Groot hat geschrieben : ↑ Mo 20. Jun 2022, 03:08
soweit ich weiß, heißt das Mediopassiv; also diese dritte Form neben aktiv und passiv.
Völlig richtig, Groot. Das Mediopassiv ist eine dritte Form, die es dann schon im Lateinischen nicht mehr gibt. Man kann sich leicht vorstellen, daß ein drittes Genus verbi die Möglichkeiten einer Sprache beim Beschreiben des menschlichen Handelns erweitert, sofern es neben dem aktiven Handeln und dem passiven Erdulden von Handlungen ein Mittelding gibt, welches die Wirkung eines Handelns auf den Handelnden selbst ausdrückt, sozusagen ein eingebauter Selbstbezug, ein Aktiv, das "nach hinten losgeht".
Daß eine Sprache mit drei Genus verbi Beschreibungsvorteile hat, liegt auf der Hand, daß sie filigrane Unterschiede machen kann und als "tote" Sprache einen Reichtum an Verbformen hervorbringt, zum Leidwesen ihrer "lebenden" Erlerner, auch.
(Leidwesen - beinahe schon ein Wort aus der Liste bedrohter Wörter)

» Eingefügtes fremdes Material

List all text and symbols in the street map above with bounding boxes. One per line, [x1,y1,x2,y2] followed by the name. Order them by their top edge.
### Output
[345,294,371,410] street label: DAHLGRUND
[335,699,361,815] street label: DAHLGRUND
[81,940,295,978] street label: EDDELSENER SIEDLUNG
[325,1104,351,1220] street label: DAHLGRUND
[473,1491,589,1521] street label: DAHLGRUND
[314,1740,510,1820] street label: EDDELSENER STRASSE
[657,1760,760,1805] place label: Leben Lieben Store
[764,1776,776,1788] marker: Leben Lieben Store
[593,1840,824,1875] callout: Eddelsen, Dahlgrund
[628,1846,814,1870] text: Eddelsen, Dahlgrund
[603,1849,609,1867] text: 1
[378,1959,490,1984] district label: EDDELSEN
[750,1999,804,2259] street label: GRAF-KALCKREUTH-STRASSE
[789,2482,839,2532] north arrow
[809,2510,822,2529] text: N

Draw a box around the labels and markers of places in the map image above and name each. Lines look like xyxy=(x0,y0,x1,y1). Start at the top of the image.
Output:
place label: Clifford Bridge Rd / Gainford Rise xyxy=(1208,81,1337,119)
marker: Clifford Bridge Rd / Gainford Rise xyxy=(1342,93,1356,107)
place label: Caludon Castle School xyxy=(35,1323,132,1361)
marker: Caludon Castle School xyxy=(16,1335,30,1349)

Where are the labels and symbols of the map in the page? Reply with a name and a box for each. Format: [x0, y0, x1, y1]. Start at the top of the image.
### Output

Ich hab' allerdings nicht schlecht gestaunt bei dieser Ankündigung eines Vortrags von Hartmut Rosa:
"Der Vortrag nimmt seinen Ausgangspunkt bei der Diagnose, dass die moderne Gesellschaft kulturell und strukturell (und sogar linguistisch) zwischen einer Haltung und Erfahrung aktiver Beherrschung (oder Herrschaft) und einem komplementären Gegenmodus passiven oder rezeptiven Unterworfenseins hin- und herschwankt und dass sich eben hier in der Spätmoderne eine Radikalisierung vollzieht: Der Erfahrung einer Beinahe-Omnipotenz etwa in der Atomkernspaltung oder überhaupt in der Naturbeherrschung stehen die Ohnmachtserfahrungen der Atom- oder Klimakatatsrophe gegenüber; der gewaltig gesteigerten Ferbedienungsmacht im Smartphone steht die Machtlosigkeit angesichts des Serverausfalls gegenüber, und das politische Allmachtsversprechen der uneingeschränkten demokratischen Volkssouveränität bricht sich an der Realerfahrung politischer Ohnmacht angesichts von Klimawandel, Finanzmärkten etc. Dieser Zustand, so die zu entwickelnde These, lässt sich nicht durch Steigerung der Handlungsmacht überwinden, sondern druch die (Wieder-) Entdeckung der Möglichkeit eines mediopassiven Weltverhältnisses, bei dem Selbstwirksamkeit nicht mit Herrschaft und Affizierung nicht mit Ohnmacht verbunden ist und bei dem sich aktiv und passiv gar nicht eindeutig unterscheiden lassen. Das Resonanzkonzept, so lautet die Kernthese des Vortrags, bringt diese Art des Weltverhältnisses begrifflich auf den Punkt."
(
Link)
" ... (Wieder-)Entdeckung der Möglichkeit eines mediopassiven Weltverhältnisses"! - Donnerlittchen!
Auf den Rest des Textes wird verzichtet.